### Input for this task
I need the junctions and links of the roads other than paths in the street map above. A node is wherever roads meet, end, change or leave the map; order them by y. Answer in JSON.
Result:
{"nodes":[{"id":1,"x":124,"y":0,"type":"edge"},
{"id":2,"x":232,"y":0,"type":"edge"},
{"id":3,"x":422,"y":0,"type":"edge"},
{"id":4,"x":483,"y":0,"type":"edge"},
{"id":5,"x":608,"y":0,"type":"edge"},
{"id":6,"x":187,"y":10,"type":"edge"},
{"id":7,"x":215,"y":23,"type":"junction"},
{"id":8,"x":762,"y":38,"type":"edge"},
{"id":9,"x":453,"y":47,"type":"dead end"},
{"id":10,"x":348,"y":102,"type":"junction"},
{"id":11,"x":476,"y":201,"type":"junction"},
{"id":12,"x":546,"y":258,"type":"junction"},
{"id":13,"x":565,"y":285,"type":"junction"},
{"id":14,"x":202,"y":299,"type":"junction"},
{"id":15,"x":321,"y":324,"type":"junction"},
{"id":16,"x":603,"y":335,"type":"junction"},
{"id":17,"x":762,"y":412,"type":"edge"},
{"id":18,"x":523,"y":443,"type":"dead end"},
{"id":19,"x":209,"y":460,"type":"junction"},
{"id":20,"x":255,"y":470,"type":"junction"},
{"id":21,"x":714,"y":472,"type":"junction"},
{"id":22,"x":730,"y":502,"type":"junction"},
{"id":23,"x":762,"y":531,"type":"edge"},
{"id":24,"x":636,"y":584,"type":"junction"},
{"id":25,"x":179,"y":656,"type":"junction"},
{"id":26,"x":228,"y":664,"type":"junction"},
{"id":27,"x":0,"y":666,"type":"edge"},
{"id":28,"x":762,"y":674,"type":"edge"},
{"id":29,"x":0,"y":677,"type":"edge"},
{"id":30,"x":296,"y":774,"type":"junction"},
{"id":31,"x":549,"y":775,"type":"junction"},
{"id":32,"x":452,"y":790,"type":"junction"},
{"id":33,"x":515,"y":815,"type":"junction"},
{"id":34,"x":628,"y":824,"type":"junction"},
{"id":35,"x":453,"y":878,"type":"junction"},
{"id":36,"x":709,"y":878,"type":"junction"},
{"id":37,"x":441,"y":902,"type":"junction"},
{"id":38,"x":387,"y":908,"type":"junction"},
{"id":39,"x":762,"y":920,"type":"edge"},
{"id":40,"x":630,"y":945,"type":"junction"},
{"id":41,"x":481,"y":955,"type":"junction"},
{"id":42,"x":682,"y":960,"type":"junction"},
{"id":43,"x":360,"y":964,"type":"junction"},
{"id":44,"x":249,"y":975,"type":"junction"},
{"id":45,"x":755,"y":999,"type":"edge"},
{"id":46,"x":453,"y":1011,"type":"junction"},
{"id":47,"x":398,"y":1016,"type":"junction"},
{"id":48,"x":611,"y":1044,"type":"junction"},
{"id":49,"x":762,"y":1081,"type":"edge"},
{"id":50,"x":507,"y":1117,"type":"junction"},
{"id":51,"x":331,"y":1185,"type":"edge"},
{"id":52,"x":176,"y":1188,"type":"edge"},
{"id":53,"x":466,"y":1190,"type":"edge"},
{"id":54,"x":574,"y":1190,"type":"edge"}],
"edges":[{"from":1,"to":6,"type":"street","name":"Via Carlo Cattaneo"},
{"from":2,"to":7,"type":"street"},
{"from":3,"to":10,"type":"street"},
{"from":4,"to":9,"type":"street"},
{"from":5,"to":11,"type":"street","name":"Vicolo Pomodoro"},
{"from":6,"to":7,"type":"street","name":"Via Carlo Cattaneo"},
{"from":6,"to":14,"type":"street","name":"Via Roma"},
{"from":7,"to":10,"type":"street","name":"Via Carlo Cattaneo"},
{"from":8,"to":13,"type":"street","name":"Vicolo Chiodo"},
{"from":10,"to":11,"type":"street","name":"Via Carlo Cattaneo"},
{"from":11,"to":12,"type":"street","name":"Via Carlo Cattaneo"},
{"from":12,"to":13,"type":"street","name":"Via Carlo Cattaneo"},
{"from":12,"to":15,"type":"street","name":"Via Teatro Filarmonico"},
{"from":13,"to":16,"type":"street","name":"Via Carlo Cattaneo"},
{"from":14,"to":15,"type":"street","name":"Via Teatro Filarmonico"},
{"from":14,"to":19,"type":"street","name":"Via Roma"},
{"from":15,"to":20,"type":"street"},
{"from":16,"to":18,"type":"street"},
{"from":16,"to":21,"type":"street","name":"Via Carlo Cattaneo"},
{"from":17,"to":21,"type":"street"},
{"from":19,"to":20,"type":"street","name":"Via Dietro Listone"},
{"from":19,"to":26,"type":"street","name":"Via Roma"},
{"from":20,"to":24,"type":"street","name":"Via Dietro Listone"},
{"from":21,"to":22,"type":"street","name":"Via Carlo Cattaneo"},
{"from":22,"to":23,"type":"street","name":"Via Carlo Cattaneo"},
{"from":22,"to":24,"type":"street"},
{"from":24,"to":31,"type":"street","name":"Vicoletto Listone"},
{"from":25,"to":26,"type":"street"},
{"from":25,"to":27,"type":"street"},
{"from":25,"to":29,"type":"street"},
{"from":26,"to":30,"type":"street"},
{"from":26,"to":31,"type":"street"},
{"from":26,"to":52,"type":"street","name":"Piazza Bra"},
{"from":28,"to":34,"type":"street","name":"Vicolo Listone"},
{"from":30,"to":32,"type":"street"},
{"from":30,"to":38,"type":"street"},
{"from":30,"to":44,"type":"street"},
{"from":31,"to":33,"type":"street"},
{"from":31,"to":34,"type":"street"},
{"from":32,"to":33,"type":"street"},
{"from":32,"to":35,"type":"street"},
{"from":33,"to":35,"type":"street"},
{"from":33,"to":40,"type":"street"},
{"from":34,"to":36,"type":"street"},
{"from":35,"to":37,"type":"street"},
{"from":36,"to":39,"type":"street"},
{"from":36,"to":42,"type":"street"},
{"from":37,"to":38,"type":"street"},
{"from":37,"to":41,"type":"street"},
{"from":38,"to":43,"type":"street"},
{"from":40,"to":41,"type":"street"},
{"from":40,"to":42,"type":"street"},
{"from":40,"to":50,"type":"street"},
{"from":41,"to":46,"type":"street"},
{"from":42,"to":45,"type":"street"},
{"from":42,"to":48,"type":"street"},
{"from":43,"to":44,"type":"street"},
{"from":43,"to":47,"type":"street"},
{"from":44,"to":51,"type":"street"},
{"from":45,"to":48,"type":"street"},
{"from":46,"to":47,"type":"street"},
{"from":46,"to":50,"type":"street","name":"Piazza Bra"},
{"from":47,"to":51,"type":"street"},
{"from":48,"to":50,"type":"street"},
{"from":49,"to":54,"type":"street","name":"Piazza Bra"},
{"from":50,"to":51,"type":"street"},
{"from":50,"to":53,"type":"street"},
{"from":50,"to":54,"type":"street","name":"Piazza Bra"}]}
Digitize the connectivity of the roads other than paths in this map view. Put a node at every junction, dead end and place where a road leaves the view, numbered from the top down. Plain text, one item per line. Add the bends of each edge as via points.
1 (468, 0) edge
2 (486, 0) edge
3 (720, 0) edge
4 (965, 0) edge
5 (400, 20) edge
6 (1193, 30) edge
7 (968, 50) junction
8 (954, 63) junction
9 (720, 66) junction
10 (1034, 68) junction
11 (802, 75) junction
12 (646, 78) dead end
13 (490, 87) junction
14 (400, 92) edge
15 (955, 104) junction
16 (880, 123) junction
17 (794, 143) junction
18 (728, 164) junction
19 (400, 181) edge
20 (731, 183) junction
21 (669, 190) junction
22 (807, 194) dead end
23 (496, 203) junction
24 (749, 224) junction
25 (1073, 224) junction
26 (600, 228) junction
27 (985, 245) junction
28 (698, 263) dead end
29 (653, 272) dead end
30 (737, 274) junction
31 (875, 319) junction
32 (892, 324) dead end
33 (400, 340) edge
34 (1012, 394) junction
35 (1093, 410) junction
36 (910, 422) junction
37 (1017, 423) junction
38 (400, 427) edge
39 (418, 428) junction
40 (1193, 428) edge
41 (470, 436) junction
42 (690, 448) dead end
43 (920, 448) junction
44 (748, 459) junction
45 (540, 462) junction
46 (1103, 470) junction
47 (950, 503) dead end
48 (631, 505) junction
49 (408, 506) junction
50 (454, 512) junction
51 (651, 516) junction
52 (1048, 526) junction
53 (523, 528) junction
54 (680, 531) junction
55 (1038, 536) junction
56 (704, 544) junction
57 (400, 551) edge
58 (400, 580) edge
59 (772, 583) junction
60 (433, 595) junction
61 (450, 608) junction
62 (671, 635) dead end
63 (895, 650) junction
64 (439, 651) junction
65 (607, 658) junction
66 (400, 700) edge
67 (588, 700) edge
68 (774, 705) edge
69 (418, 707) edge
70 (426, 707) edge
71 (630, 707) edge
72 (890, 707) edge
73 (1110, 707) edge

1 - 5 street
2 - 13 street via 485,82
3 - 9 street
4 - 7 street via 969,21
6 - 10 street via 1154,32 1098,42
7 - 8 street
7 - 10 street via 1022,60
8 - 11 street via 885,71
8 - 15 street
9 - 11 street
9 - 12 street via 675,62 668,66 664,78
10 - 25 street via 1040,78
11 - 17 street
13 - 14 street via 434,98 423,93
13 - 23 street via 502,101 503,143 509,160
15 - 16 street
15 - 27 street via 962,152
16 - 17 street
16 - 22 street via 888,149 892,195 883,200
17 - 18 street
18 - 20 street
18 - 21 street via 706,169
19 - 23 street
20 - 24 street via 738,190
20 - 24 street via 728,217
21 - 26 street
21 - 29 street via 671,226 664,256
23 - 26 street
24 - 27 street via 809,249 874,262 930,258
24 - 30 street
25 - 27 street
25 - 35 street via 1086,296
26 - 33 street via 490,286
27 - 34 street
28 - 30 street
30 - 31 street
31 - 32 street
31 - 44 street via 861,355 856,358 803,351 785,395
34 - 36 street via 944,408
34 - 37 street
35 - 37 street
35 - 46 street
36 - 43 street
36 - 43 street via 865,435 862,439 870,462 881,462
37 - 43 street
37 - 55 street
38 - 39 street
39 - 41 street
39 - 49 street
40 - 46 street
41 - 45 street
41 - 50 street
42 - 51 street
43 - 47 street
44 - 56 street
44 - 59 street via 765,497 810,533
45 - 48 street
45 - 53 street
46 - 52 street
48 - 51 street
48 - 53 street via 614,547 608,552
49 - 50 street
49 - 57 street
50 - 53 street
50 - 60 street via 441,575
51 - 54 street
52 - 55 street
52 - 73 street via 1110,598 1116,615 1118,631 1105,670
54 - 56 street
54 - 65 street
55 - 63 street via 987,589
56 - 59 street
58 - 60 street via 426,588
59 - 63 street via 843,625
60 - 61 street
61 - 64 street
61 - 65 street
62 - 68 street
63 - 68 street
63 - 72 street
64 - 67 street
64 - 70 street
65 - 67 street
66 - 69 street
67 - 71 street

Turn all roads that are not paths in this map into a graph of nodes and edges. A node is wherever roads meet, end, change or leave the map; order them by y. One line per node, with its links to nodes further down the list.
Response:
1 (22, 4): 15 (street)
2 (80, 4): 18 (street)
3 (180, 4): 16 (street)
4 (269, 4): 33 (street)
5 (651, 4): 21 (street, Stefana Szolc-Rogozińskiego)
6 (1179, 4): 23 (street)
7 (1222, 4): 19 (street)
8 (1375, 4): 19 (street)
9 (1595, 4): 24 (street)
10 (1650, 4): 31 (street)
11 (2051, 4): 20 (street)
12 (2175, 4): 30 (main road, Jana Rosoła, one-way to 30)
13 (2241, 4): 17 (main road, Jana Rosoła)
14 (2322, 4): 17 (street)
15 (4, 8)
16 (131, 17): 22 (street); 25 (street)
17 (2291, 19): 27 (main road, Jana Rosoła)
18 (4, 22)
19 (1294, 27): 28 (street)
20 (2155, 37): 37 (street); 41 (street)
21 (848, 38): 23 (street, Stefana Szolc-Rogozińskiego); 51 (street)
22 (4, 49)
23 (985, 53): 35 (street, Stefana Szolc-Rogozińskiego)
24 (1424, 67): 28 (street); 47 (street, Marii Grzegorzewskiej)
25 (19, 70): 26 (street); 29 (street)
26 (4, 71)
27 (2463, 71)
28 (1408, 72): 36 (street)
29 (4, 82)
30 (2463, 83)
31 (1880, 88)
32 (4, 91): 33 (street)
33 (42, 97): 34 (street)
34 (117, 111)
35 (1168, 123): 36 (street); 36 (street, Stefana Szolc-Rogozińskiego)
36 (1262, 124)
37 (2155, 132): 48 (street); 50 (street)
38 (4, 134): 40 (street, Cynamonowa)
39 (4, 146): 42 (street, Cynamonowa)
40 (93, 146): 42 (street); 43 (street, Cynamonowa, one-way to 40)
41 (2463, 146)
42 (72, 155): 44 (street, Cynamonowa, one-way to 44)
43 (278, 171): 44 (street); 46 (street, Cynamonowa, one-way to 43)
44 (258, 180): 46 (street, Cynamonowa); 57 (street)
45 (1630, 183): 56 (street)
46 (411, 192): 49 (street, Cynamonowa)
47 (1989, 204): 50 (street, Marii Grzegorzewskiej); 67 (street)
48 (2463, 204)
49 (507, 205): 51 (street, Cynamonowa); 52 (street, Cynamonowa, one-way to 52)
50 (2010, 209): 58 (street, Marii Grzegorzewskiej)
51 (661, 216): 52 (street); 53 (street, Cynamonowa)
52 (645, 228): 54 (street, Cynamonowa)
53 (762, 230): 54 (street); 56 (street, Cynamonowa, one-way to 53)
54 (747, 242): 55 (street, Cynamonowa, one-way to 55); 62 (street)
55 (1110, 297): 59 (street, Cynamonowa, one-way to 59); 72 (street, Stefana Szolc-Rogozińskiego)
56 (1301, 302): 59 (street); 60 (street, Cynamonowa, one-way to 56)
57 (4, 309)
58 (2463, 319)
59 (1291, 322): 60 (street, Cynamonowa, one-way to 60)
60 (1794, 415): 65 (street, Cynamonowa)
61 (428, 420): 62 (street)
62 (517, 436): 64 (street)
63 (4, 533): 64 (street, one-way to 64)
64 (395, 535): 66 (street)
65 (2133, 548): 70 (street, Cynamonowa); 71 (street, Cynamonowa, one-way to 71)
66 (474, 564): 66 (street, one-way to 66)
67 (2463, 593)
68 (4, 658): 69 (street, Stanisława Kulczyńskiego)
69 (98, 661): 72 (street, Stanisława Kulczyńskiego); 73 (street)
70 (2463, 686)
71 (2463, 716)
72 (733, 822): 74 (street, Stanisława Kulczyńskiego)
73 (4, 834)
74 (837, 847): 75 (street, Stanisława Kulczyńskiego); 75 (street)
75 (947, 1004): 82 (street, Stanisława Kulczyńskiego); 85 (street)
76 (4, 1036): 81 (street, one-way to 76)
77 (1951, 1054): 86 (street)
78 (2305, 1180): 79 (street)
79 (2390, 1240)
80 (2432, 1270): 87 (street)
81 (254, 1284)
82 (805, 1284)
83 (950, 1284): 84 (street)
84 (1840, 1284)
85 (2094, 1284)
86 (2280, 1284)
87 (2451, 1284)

### Task details
Work out how many lines in the records contain the word "Dietro", and give that number by itself.

### Solution to this exercise
2